Your task
Nothing but a number is expected: the count of lines in the data below that include "Saint".

Task material
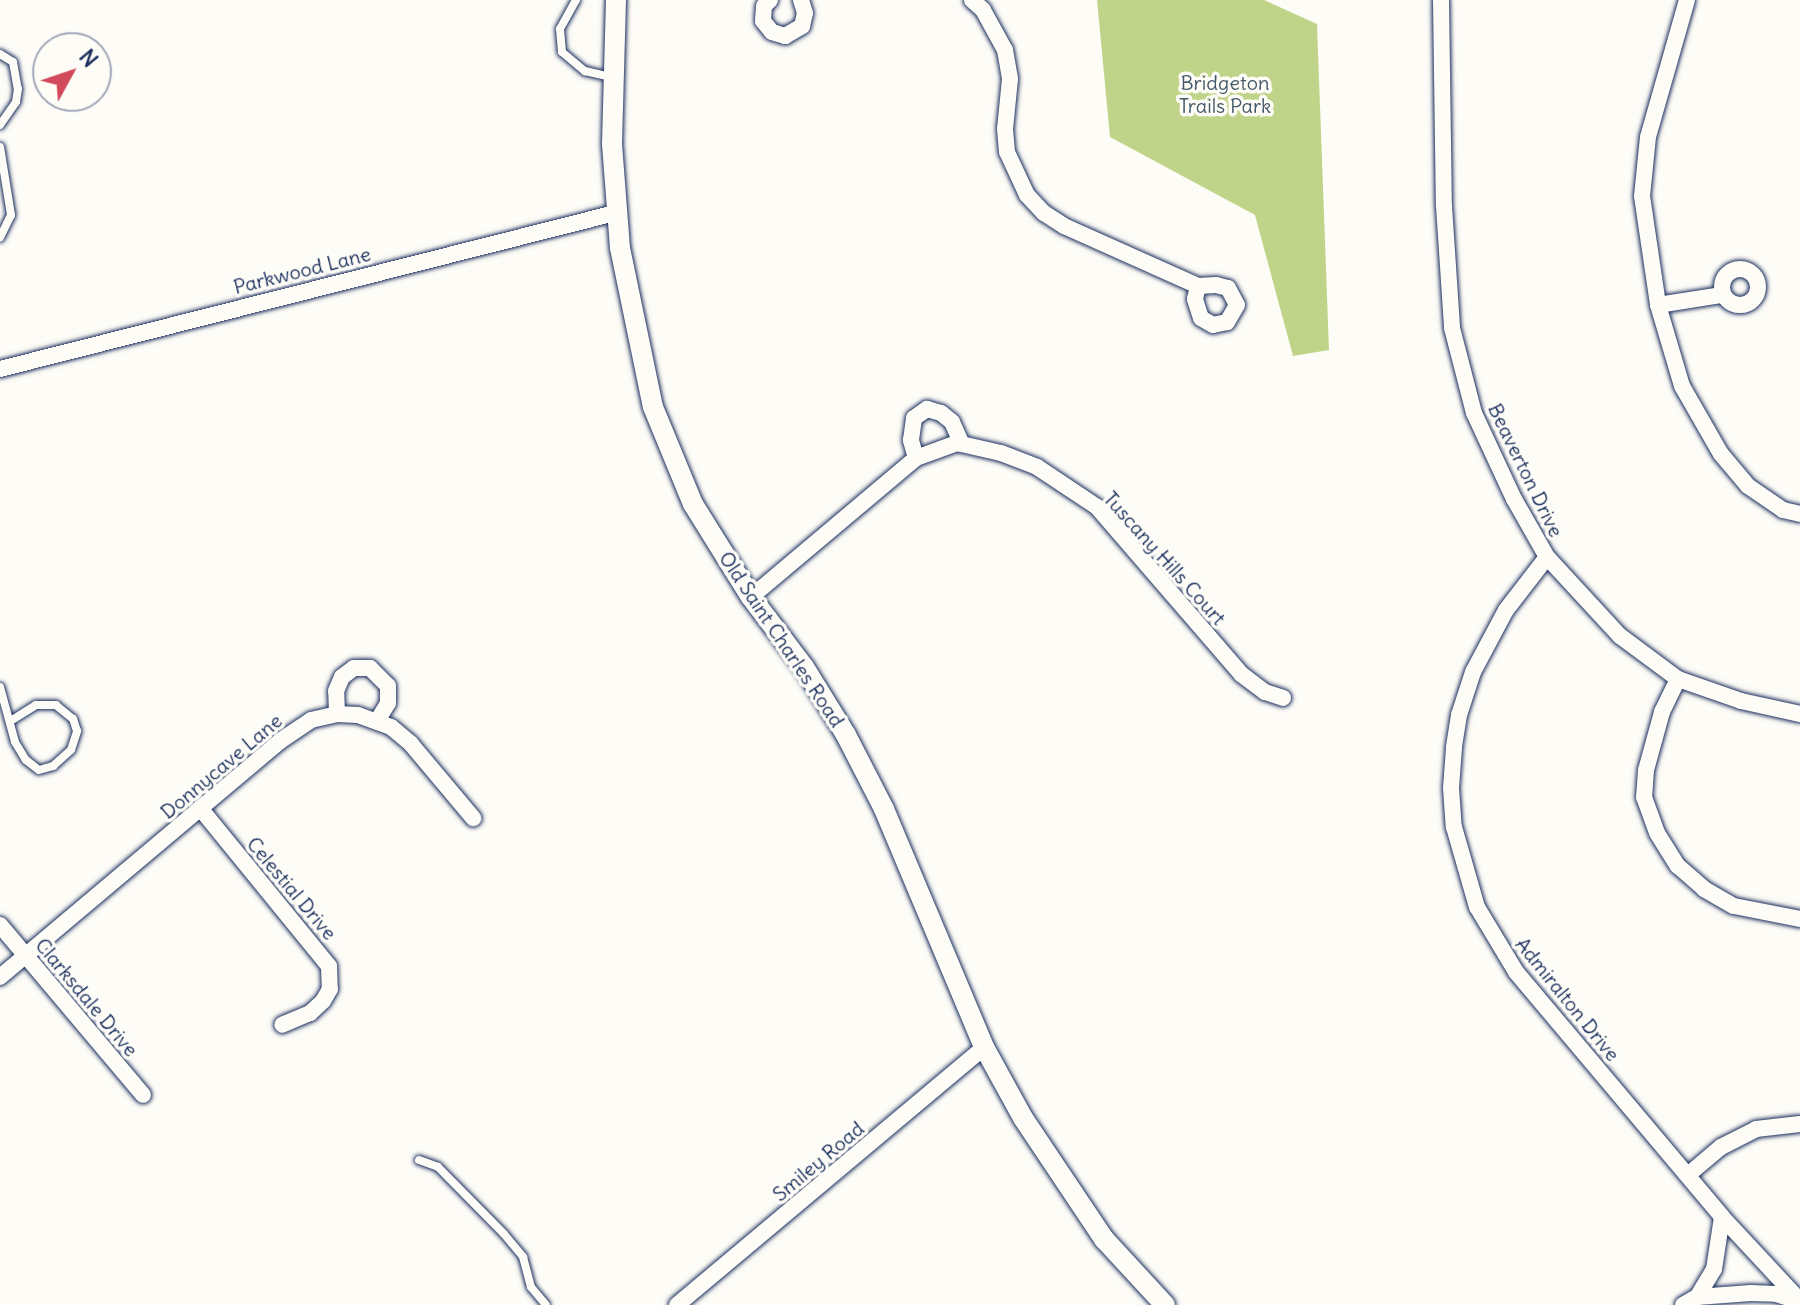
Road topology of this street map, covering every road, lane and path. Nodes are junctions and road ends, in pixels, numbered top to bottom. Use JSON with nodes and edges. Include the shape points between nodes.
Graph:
{"nodes":[{"id":1,"x":576,"y":0,"type":"edge"},
{"id":2,"x":616,"y":0,"type":"edge"},
{"id":3,"x":770,"y":0,"type":"edge"},
{"id":4,"x":801,"y":0,"type":"edge"},
{"id":5,"x":972,"y":0,"type":"edge"},
{"id":6,"x":1441,"y":0,"type":"edge"},
{"id":7,"x":1687,"y":0,"type":"edge"},
{"id":8,"x":0,"y":54,"type":"edge"},
{"id":9,"x":613,"y":78,"type":"junction"},
{"id":10,"x":0,"y":125,"type":"edge"},
{"id":11,"x":0,"y":147,"type":"edge"},
{"id":12,"x":615,"y":213,"type":"junction"},
{"id":13,"x":0,"y":238,"type":"edge"},
{"id":14,"x":1198,"y":286,"type":"dead end"},
{"id":15,"x":1722,"y":295,"type":"dead end"},
{"id":16,"x":1658,"y":305,"type":"junction"},
{"id":17,"x":0,"y":369,"type":"edge"},
{"id":18,"x":962,"y":444,"type":"junction"},
{"id":19,"x":916,"y":458,"type":"junction"},
{"id":20,"x":1800,"y":514,"type":"edge"},
{"id":21,"x":1547,"y":557,"type":"junction"},
{"id":22,"x":751,"y":597,"type":"junction"},
{"id":23,"x":1678,"y":679,"type":"junction"},
{"id":24,"x":0,"y":687,"type":"edge"},
{"id":25,"x":1283,"y":698,"type":"dead end"},
{"id":26,"x":337,"y":714,"type":"junction"},
{"id":27,"x":1800,"y":714,"type":"edge"},
{"id":28,"x":12,"y":720,"type":"junction"},
{"id":29,"x":377,"y":721,"type":"junction"},
{"id":30,"x":200,"y":808,"type":"junction"},
{"id":31,"x":473,"y":818,"type":"dead end"},
{"id":32,"x":1800,"y":919,"type":"edge"},
{"id":33,"x":0,"y":925,"type":"edge"},
{"id":34,"x":26,"y":955,"type":"junction"},
{"id":35,"x":0,"y":977,"type":"edge"},
{"id":36,"x":282,"y":1025,"type":"dead end"},
{"id":37,"x":984,"y":1047,"type":"junction"},
{"id":38,"x":143,"y":1095,"type":"dead end"},
{"id":39,"x":1800,"y":1124,"type":"edge"},
{"id":40,"x":419,"y":1160,"type":"dead end"},
{"id":41,"x":1689,"y":1174,"type":"junction"},
{"id":42,"x":1722,"y":1217,"type":"junction"},
{"id":43,"x":1690,"y":1301,"type":"edge"},
{"id":44,"x":1800,"y":1302,"type":"edge"},
{"id":45,"x":546,"y":1305,"type":"edge"},
{"id":46,"x":677,"y":1305,"type":"edge"},
{"id":47,"x":1165,"y":1305,"type":"edge"}],
"edges":[{"from":1,"to":9,"type":"lane","via":[[560,29],[562,52],[585,71]]},
{"from":2,"to":9,"type":"street","name":"Old Saint Charles Road"},
{"from":3,"to":4,"type":"street","via":[[763,21],[772,32],[785,36],[802,26]]},
{"from":5,"to":14,"type":"street","via":[[1005,50],[1010,79],[1007,152],[1027,195],[1064,226]]},
{"from":6,"to":21,"type":"street","name":"Beaverton Drive","via":[[1452,328],[1474,413]]},
{"from":7,"to":16,"type":"street","via":[[1648,137],[1642,196]]},
{"from":8,"to":10,"type":"lane","via":[[13,62],[18,89],[16,102]]},
{"from":9,"to":12,"type":"street","name":"Old Saint Charles Road"},
{"from":11,"to":13,"type":"lane","via":[[11,215]]},
{"from":12,"to":17,"type":"street","name":"Parkwood Lane"},
{"from":12,"to":22,"type":"street","name":"Old Saint Charles Road","via":[[653,407],[693,504]]},
{"from":15,"to":16,"type":"street"},
{"from":16,"to":20,"type":"street","via":[[1682,386],[1721,454],[1748,486],[1783,510]]},
{"from":18,"to":19,"type":"street","name":"Tuscany Hills Court"},
{"from":18,"to":19,"type":"street","via":[[952,422],[927,409],[914,418],[911,440]]},
{"from":18,"to":25,"type":"street","name":"Tuscany Hills Court","via":[[1037,467],[1097,507],[1241,674]]},
{"from":19,"to":22,"type":"street","name":"Tuscany Hills Court"},
{"from":21,"to":23,"type":"street","name":"Beaverton Drive","via":[[1620,636]]},
{"from":21,"to":41,"type":"street","name":"Admiralton Drive","via":[[1487,641],[1459,715],[1451,788],[1461,857],[1477,907],[1516,972]]},
{"from":22,"to":37,"type":"street","name":"Old Saint Charles Road","via":[[846,735],[884,809]]},
{"from":23,"to":27,"type":"street","name":"Beaverton Drive"},
{"from":23,"to":32,"type":"street","via":[[1662,712],[1646,770],[1644,797],[1657,833],[1678,866],[1704,889],[1734,906]]},
{"from":24,"to":28,"type":"lane"},
{"from":26,"to":29,"type":"street","name":"Donnycave Lane"},
{"from":26,"to":29,"type":"street","via":[[338,683],[347,671],[362,667],[377,671],[388,686],[388,703]]},
{"from":26,"to":30,"type":"street","name":"Donnycave Lane","via":[[291,732]]},
{"from":28,"to":28,"type":"lane","via":[[15,742],[39,770],[53,766],[71,750],[77,731],[73,719],[56,705],[36,705]]},
{"from":29,"to":31,"type":"street","name":"Donnycave Lane","via":[[411,744]]},
{"from":30,"to":34,"type":"street","name":"Donnycave Lane"},
{"from":30,"to":36,"type":"street","name":"Celestial Drive","via":[[329,966],[330,989],[323,1001]]},
{"from":33,"to":34,"type":"street","name":"Clarksdale Drive"},
{"from":34,"to":35,"type":"street","name":"Donnycave Lane"},
{"from":34,"to":38,"type":"street","name":"Clarksdale Drive"},
{"from":37,"to":46,"type":"street","name":"Smiley Road"},
{"from":37,"to":47,"type":"street","name":"Old Saint Charles Road","via":[[1064,1184],[1104,1239]]},
{"from":39,"to":41,"type":"street","via":[[1756,1129],[1721,1147]]},
{"from":40,"to":45,"type":"lane","via":[[438,1167],[504,1234],[523,1257],[531,1287]]},
{"from":41,"to":42,"type":"street","name":"Admiralton Drive"},
{"from":42,"to":43,"type":"street","via":[[1714,1269]]},
{"from":42,"to":44,"type":"street","name":"Admiralton Drive"},
{"from":43,"to":44,"type":"street","via":[[1776,1294]]}]}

Exercise answer
5